DECRETO SEMPLIFICAZIONI N. 76/2020

E LEGGE DI CONVERSIONE N. 120/2020

 LE NOVITÀ IN MATERIA DI EDILIZIA

 

Il D.L. “Semplificazioni”, convertito con Legge n. 120/2020, all’art. 10, prevede una serie di disposizioni volte a semplificare i procedimenti in materia di edilizia ed urbanistica[1].

Di seguito le principali novità in materia edilizia.

 

  1. La ristrutturazione edilizia

 

Come noto, l’art. 3, comma 1, lett. d), T.U. Edilizia prevedeva tre distinte ipotesi di ristrutturazione edilizia, generalmente definita come trasformazione di organismi edilizi mediante un insieme sistematico di opere che possono portare ad un organismo edilizio in tutto o in parte diverso dal precedente:

1) ripristino o sostituzione di alcune parti dell’edificio, con eliminazione, modificazione ed inserimento di nuovi elementi e di impianti senza demolizione del fabbricato preesistente (ristrutturazione c.d. “conservativa”);

2) demolizione e ricostruzione dell’edificio, con mantenimento della stessa volumetria di quello preesistente, fatte salve le innovazioni necessarie per l’adeguamento alla normativa antisismica;

3) ripristino di edificio parzialmente od integralmente crollato o demolito, con ricostruzione previo accertamento della preesistente consistenza (ristrutturazione c.d. “ricostruttiva”).

In materia, la giurisprudenza amministrativa è giunta a sancire la possibilità di effettuare interventi di demolizione e ricostruzione anche con diversi sagoma, prospetti, e sedime del fabbricato interessato.

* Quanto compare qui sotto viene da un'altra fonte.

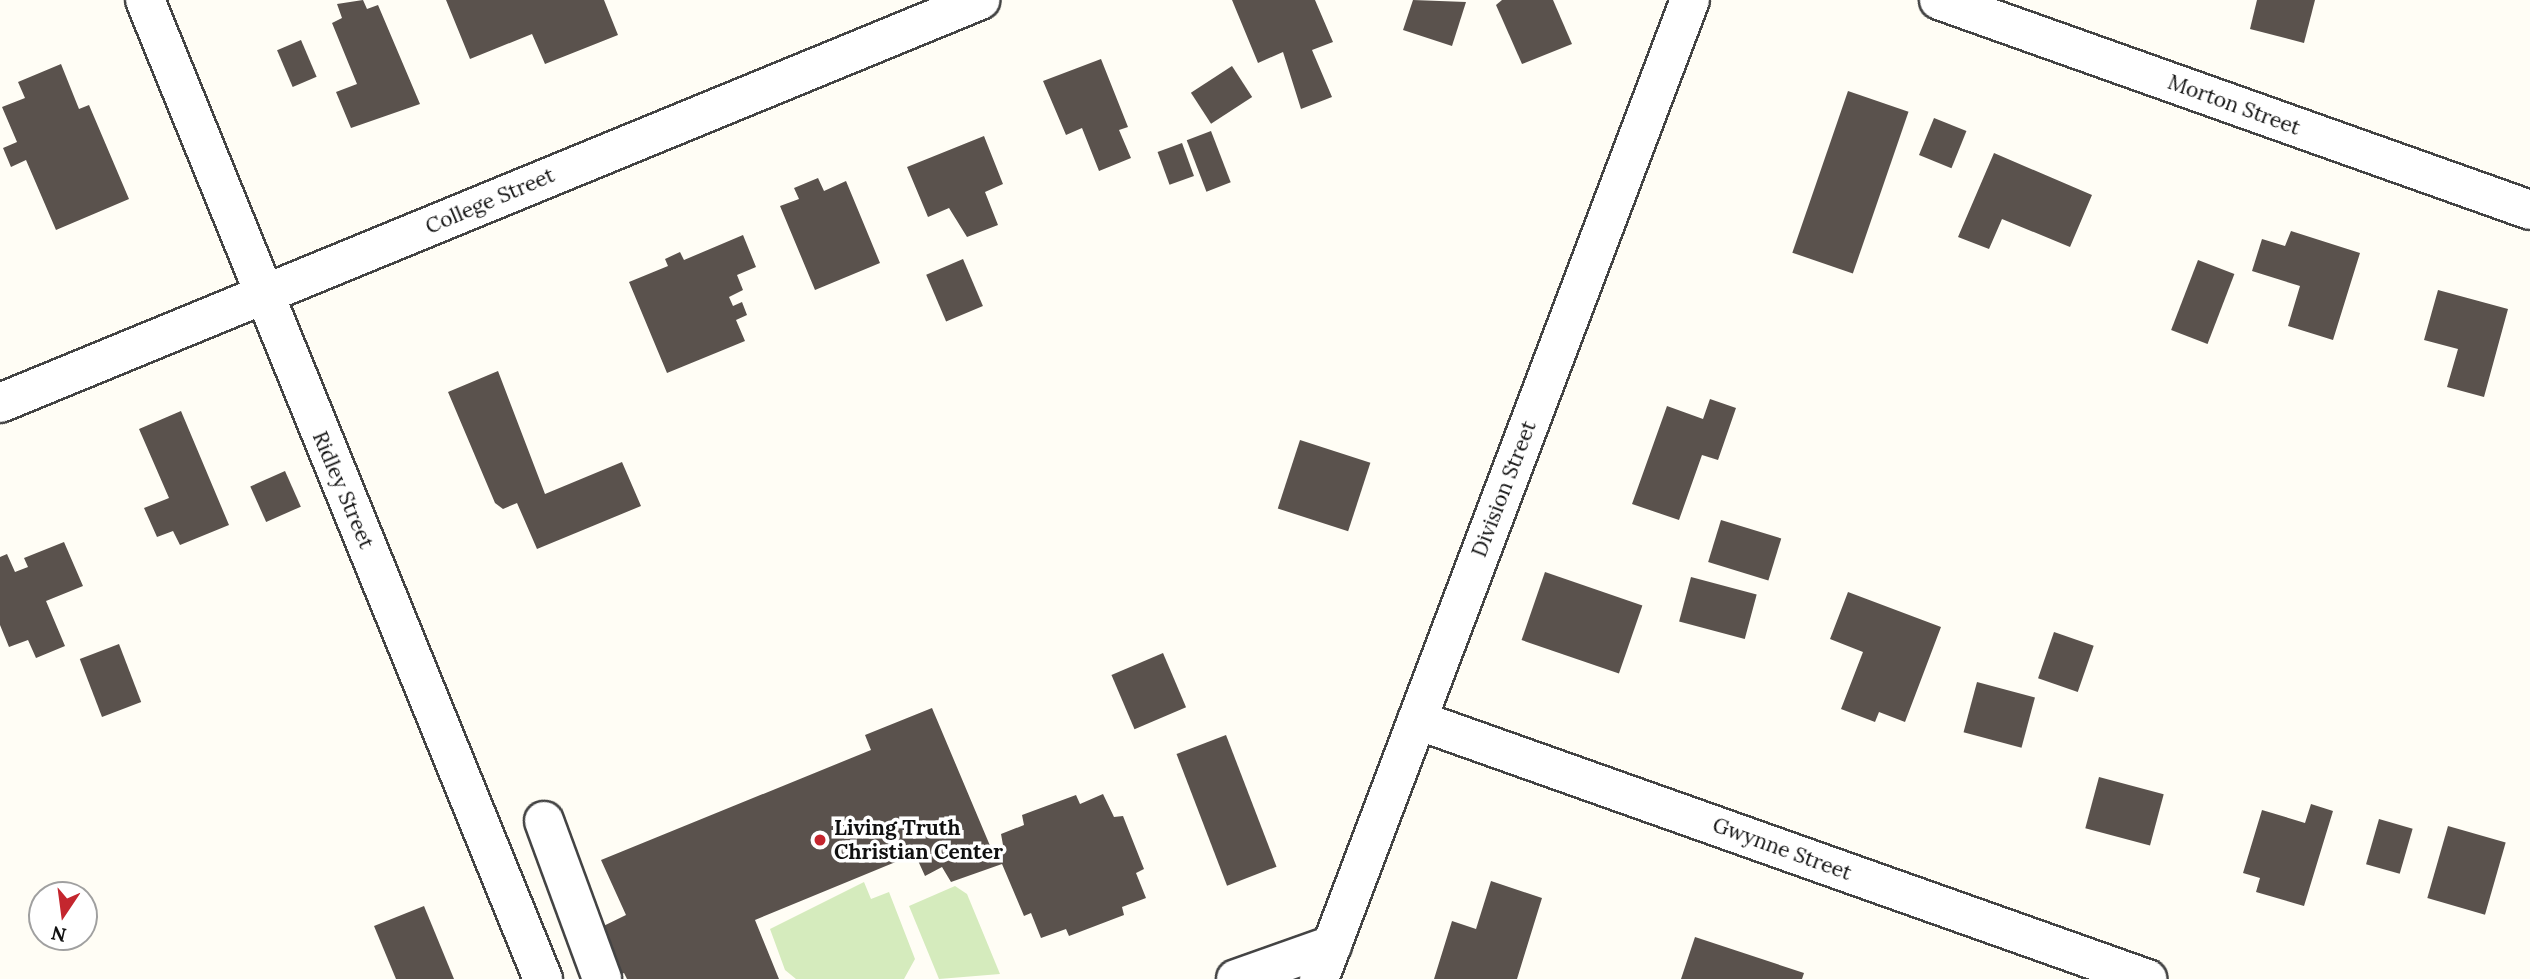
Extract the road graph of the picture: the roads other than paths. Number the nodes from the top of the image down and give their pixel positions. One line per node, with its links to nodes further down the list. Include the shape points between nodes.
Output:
1 (145, 0): 6 (street, Ridley Street)
2 (980, 0): 6 (street, College Street)
3 (1690, 0): 8 (street, Division Street)
4 (1938, 0): 5 (street, Morton Street)
5 (2530, 210)
6 (262, 296): 7 (street, College Street); 11 (street, Ridley Street)
7 (0, 403)
8 (1417, 720): 10 (street, Division Street); 14 (street, Gwynne Street)
9 (544, 821): 12 (street)
10 (1326, 962): 13 (street)
11 (543, 979)
12 (602, 979)
13 (1236, 979)
14 (2147, 979)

Ex multiis, il Consiglio di Stato, Sez. IV, con Sentenza n. 4728/2017, dopo un’analitica ricostruzione dell’evoluzione legislativa della nozione di ristrutturazione urbanistica, ha statuito infatti che “[…] con particolare riferimento alla ristrutturazione edilizia cd. ricostruttiva, l’unico limite […] previsto è quello della identità di volumetria, rispetto al manufatto demolito, salve “innovazioni necessarie per l’adeguamento alla normativa antisismica”, e ad eccezione degli immobili sottoposti a vincolo ex d. lgs. n. 42/2004, per i quali è altresì prescritto il rispetto della “medesima sagoma di quello preesistente”. Tanto precisato in ordine alla definizione di “ristrutturazione edilizia”, occorre osservare che il nuovo manufatto, se può sottrarsi ai limiti, precedentemente previsti, del rispetto dell’area di sedime e della sagoma, non di meno anche in tali casi è certamente tenuto al rispetto del limite delle distanze dal confine e/o da altri fabbricati, nel rispetto sia delle norme del codice civile sia di quelle previste dai regolamenti edilizi e dalla pianificazione urbanistica”.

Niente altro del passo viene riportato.